Excuse my creative laziness, but since we had a panel of minorities discussing Black Lives Matters instead of a sermon yesterday, I had two choices. Spend five days in research or Quote. My thoughts sitting in that sermon was This is just like work, but worse. At work I know how to make alliances. At work I know who to avoid.
So let us be clear. Black Lives Matter (the movement) is based on a heresy — liberation theology and an anti-christian movement, post modern (think Gramsci) communism.
BLM’s ideology is largely fueled by Critical Race Theory and Intersectionality. Permeated with standpoint epistemology, CRT/I is a growing ideology akin to a religion. Most religions and ideologies present a “gospel,” or a way of salvation-rescue from a perceived problem. In short, CRT/I, whether explicitly or implicitly, teaches that salvation is needed from inherent racism and privilege innate to whiteness. In other words, a swath of humanity is congenitally depraved due to whiteness. Salvation for this population, therefore, is mostly impossible. Like biblical Christianity, CRT/I holds to a standard of righteousness that is unattainable (e.g. “You therefore must be perfect, as your heavenly Father is perfect,” Matt. 5:48). Unlike Christianity, CRT/I provides no grace by which righteousness may be imputed by faith (c.f. Rom. 3:21-26). One cannot be objectively declared righteous from whiteness.
Like biblical Christianity, CRT/I holds that those with original sin must experience a change of nature to escape their depraved condition (e.g. “we were by nature children of wrath,” Eph. 2:3). Unlike biblical Christianity, CRT/I provides no ability for a supernatural, new birth out of one’s inherent, natural predicament (cf. John 3:3, 2 Cor. 5:17). You cannot be objectively reborn out of whiteness or privilege.
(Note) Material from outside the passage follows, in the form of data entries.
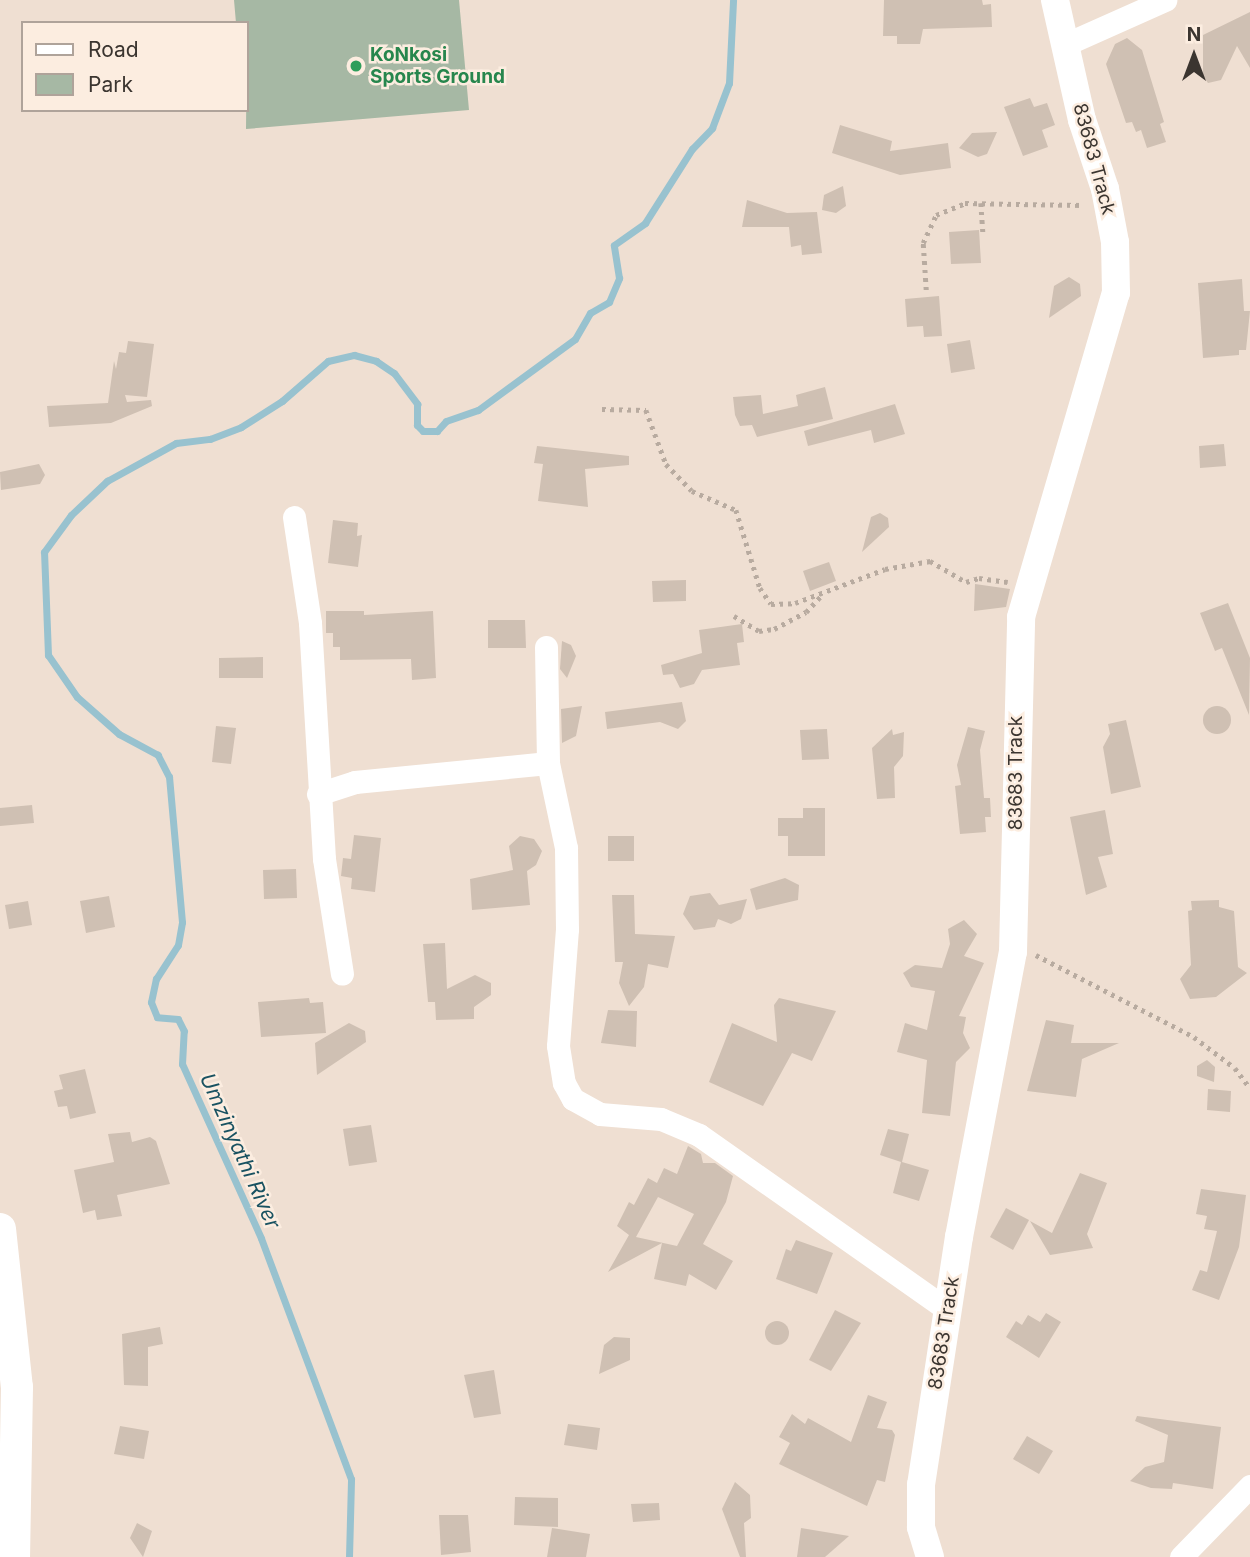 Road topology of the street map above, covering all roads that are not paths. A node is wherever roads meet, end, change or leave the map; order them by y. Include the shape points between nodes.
1 (1055, 0) edge
2 (1165, 0) edge
3 (1064, 46) junction
4 (294, 517) dead end
5 (546, 647) dead end
6 (548, 764) junction
7 (318, 794) junction
8 (342, 974) dead end
9 (0, 1229) edge
10 (948, 1310) junction
11 (1250, 1486) edge
12 (14, 1557) edge
13 (930, 1557) edge
14 (1181, 1557) edge

1 - 3 street, 83683 Track
2 - 3 street
3 - 10 street, 83683 Track via 1108,205 1116,266 1112,313 1030,585 1017,663 1009,988
4 - 7 street via 310,623
5 - 6 street
6 - 7 street via 355,782
6 - 10 street via 566,848 568,929 558,1046 564,1083 573,1099 600,1114 661,1119 699,1135
7 - 8 street
9 - 12 main road via 17,1387
10 - 13 street, 83683 Track via 921,1485 921,1527
11 - 14 street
Like biblical Christianity, CRT/I holds to an individual’s inherent uncleanness due to the stain of original sin (cf. Jer. 2:22, Isa. 64:6). Unlike biblical Christianity, however, CRT/I provides no impeccable substitute or method by which the stain of original sin can be permanently cleansed (cf. Heb. 9:22). You cannot be cleansed by the stain of whiteness.
This current moral panic about race is moronic.
Firstly, it has led to demonstrations in a time of a virus that the government considered was severe enough to shut down all social interactions, including churches. (The woke do not need to keep such rules, for they have the support of our mayors and the ruling party).
Secondly, it dilutes the work of the church. The church has only one job. It is to preach the gospel to all people, of all nations. Telling half the population in my nation that you are damned by your lack of melanin goes against the direct commission we were given by Christ.
The current panic is leading people to fear and show that they love the praise of the world instead of Christ.
2 “To the angel of the church in Ephesus write: ‘The words of him who holds the seven stars in his right hand, who walks among the seven golden lampstands.
2 “‘I know your works, your toil and your patient endurance, and how you cannot bear with those who are evil, but have tested those who call themselves apostles and are not, and found them to be false. 3 I know you are enduring patiently and bearing up for my name’s sake, and you have not grown weary. 4 But I have this against you, that you have abandoned the love you had at first. 5 Remember therefore from where you have fallen; repent, and do the works you did at first. If not, I will come to you and remove your lampstand from its place, unless you repent. 6 Yet this you have: you hate the works of the Nicolaitans, which I also hate. 7 He who has an ear, let him hear what the Spirit says to the churches. To the one who conquers I will grant to eat of the tree of life, which is in the paradise of God.’
I find this passage incredibly difficult, because over decades you forget what it was like when you first came to Christ — in my case, as a child. There are places where I recall this, primarily in worship.
We need to understand, those of us who have been around for a while and seen the church harm, do hurt, and have scars — if not from being shunned and damned by some false preacher, defending those who have been — that there is no new step. No extra salvation. The new believer has a joy that experience often takes away.
We have to return to that: this why we meet. So that our joy in Christ may be made complete, and that we can be encouraged to do good. Truth and Love should be our guide.
But the poison now coming at this time does nothing like this. Look at its fruits, which are destruction and despair among the people they claim to be helping.
Turn to Christ, and bow your knee to no other.